- Interactive map of Rotenfluebahn

Overview
- Status: Operational
- Character: Recreational
- Location: Rickenbach, Schwyz
- Country: Switzerland
- Coordinates: 47°0′53″N 8°40′9.3″E﻿ / ﻿47.01472°N 8.669250°E
- Termini: Talstation Bergstation
- Elevation: lowest: 613 m ü. M. highest: 1571 m ü. M.
- No. of stations: 3
- Construction cost: 23 Mio.
- Construction begin: 11:00, 17 October 2013 (+01:00)
- Open: 9 December 2014; 11 years ago
- Website: www.mythenregion.ch/sommer/region/rotenflue/

Operation
- Owner: Rotenfluebahn Mythenregion AG
- Operator: Rotenfluebahn Mythenregion AG
- No. of carriers: 23
- Carrier capacity: 800 passengers per hour
- Ridership: 82'971 (FY2023–24)
- Operating times: 9.00 - 16.30 (October - Begin ski operation) 8.30 - 16.15 (Begin ski operation - March) 8.30 - 17.00 (May - June) 8.30 - 17.30 (June - October)
- Trip duration: 11 min.
- Fare: CHF 28.-

Technical features
- Aerial lift type: Mono-cable gondola detachable
- Manufactured by: Doppelmayr/Garaventa Group
- Line length: 2,830 m (9,280 ft)
- No. of support towers: 16
- No. of cables: 1
- Operating speed: 5 m/s (16 ft/s)

= Rotenfluebahn =

Swiss gondola lift

The Rotenfluebahn is a gondola lift in the canton of Schwyz. It links Rickenbach with the Rotenfluh. It is owned and operated by the Rotenfluebahn Mythenregion AG (formerly Seilbahn Rickenbach-Rotenfluh AG until September 2013). The current lift was built in 2014 and has been operating since December 2014.

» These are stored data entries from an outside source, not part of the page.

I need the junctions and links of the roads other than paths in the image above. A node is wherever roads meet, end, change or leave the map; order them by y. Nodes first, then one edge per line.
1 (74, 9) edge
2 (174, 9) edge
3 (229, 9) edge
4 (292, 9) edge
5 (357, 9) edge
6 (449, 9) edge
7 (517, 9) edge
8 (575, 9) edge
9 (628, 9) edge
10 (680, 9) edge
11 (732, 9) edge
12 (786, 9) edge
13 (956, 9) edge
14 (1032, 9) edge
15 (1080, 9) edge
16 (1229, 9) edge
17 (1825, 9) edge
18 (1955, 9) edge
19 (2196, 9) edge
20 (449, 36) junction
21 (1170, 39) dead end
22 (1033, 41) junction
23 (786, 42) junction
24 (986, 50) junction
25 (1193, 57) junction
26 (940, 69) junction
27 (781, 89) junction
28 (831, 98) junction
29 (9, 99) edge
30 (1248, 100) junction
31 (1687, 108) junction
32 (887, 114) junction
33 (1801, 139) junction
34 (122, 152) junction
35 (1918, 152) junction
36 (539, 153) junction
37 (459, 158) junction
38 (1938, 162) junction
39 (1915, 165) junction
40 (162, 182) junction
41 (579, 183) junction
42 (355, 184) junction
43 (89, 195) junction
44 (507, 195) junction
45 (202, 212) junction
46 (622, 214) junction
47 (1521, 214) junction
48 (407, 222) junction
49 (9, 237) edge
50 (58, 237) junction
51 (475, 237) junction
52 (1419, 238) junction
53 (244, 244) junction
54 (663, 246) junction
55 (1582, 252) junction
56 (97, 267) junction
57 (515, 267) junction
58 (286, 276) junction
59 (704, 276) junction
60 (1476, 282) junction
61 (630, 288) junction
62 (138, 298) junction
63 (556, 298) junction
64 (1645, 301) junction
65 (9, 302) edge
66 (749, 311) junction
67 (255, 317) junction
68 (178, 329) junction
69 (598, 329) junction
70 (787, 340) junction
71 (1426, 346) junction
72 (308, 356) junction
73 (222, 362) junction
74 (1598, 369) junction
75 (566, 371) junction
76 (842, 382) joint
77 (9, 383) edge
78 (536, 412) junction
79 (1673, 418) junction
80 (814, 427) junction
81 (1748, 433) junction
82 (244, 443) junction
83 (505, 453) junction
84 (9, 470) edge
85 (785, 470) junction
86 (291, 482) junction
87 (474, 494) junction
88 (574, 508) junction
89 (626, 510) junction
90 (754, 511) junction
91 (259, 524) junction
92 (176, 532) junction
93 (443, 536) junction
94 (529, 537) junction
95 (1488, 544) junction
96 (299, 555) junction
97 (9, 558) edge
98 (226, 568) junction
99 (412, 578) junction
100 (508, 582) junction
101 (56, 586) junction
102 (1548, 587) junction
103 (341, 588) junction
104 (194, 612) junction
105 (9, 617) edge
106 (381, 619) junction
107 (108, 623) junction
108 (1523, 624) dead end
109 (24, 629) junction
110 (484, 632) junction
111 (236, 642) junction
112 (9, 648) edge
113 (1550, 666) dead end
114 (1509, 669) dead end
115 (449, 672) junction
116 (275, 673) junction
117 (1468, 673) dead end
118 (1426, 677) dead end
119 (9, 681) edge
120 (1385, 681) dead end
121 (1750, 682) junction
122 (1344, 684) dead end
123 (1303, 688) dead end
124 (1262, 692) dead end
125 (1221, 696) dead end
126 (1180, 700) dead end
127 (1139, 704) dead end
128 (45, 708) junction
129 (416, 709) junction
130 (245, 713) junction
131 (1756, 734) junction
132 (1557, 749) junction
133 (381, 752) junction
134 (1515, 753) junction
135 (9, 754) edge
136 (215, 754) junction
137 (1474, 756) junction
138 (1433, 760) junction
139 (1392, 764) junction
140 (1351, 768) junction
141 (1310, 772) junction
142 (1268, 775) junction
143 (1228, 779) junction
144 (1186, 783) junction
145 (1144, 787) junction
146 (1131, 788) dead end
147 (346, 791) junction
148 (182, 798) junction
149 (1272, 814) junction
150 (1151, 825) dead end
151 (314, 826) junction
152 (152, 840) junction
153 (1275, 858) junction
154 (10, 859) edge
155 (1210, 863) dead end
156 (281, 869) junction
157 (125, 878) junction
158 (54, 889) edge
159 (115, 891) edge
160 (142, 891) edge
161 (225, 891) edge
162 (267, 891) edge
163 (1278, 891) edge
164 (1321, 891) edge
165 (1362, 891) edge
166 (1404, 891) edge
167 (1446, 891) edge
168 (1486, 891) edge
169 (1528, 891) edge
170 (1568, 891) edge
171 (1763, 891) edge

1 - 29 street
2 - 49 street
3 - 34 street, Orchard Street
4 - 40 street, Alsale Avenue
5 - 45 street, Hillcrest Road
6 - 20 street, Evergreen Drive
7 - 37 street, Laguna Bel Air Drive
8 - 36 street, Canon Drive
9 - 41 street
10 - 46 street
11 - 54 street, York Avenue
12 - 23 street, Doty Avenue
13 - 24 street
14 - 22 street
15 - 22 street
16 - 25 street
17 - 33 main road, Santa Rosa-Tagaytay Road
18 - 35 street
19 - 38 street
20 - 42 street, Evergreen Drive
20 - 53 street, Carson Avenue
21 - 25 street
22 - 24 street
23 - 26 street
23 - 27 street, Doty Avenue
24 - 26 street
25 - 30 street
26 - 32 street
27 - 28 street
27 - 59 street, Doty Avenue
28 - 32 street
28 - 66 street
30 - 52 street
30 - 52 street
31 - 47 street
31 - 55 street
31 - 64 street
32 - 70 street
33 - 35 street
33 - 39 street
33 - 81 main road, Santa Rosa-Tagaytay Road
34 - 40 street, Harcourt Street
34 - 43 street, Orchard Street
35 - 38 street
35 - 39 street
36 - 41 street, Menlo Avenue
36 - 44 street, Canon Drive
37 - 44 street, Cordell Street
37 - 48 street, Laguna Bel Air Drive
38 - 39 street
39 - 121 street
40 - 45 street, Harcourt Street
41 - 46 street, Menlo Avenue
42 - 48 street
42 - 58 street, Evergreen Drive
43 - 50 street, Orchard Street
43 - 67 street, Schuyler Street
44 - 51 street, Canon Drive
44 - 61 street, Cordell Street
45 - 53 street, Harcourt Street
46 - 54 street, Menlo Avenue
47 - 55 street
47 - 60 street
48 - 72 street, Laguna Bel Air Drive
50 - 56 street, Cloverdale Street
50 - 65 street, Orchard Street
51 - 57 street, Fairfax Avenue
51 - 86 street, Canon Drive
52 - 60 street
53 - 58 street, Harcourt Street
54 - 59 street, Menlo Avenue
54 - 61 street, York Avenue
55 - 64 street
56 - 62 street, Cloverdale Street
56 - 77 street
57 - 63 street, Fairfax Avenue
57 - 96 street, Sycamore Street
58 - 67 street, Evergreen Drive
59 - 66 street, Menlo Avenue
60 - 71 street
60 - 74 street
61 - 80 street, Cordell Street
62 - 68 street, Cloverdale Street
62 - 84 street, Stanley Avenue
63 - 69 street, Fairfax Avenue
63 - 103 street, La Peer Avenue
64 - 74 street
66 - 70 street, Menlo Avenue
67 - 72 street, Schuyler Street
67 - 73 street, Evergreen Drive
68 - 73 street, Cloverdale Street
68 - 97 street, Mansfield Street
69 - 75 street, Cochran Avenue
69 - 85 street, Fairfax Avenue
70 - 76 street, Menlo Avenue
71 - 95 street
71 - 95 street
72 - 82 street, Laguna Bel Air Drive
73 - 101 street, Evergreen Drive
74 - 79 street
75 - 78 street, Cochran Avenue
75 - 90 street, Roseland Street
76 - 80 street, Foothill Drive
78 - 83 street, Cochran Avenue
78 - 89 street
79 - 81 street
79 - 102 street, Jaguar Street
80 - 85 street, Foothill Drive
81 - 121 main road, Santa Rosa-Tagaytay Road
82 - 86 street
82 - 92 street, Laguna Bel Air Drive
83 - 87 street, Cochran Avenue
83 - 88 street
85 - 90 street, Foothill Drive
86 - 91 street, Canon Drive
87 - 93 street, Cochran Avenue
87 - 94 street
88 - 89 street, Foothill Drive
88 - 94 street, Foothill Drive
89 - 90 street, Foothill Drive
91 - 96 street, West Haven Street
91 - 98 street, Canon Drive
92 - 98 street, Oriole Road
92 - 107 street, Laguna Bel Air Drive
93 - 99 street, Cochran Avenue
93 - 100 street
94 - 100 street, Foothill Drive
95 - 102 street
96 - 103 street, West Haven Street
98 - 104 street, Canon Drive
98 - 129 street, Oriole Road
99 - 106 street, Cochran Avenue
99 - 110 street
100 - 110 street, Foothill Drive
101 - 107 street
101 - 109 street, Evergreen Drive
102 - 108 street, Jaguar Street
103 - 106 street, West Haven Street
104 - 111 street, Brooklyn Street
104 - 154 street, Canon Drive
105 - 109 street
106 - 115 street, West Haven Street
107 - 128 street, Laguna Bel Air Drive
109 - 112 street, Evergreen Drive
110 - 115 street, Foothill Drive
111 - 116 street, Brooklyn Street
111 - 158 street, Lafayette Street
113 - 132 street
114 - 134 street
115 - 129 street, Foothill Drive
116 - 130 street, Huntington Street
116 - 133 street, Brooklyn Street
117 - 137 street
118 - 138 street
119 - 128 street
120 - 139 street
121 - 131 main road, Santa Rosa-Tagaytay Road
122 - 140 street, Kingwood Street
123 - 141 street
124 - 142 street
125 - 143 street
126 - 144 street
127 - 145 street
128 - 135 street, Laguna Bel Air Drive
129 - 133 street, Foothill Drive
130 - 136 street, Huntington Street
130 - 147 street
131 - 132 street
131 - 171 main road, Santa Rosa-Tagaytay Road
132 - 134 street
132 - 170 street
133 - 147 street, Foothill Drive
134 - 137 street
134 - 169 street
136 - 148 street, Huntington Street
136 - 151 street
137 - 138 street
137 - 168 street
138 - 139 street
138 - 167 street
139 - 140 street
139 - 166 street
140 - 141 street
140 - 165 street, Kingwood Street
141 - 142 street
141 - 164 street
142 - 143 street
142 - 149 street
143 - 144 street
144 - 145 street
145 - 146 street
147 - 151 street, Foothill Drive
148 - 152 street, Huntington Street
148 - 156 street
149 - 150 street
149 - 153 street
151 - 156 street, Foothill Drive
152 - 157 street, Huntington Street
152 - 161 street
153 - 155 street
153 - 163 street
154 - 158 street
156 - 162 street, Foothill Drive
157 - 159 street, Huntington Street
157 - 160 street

In December 2024, the lift was featured in the crime film series Der Zürich-Krimi.

==History==
The first aerial tramway was built in 1957 and connected Huserenberg with Rothenfluh. An additional one from Rickenbach to Huserenberg was then built in 1964. It operated until 2 November 2004, when it was closed due to security concerns. It was then demolished in 2009.

In 2005, Nathalie Henseler became the CEO of Seilbahn Rickenbach-Rotenfluh AG, and at the general assembly, it was decided to begin planning a new lift. The planning took several years, partly due to objections to the planning application that went all the way to the Federal Supreme Court. Notable investors of the new lift include: The municipality, district and canton of Schwyz, the Schwyzer Kantonalbank, the Swiss government. After 8 years of planning the new lift was approved in July 2013 by the Federal Office of Transport. Construction began in October 2013 with the groundbreaking on 17 October. The lift opened after a year of construction on 9 December 2014.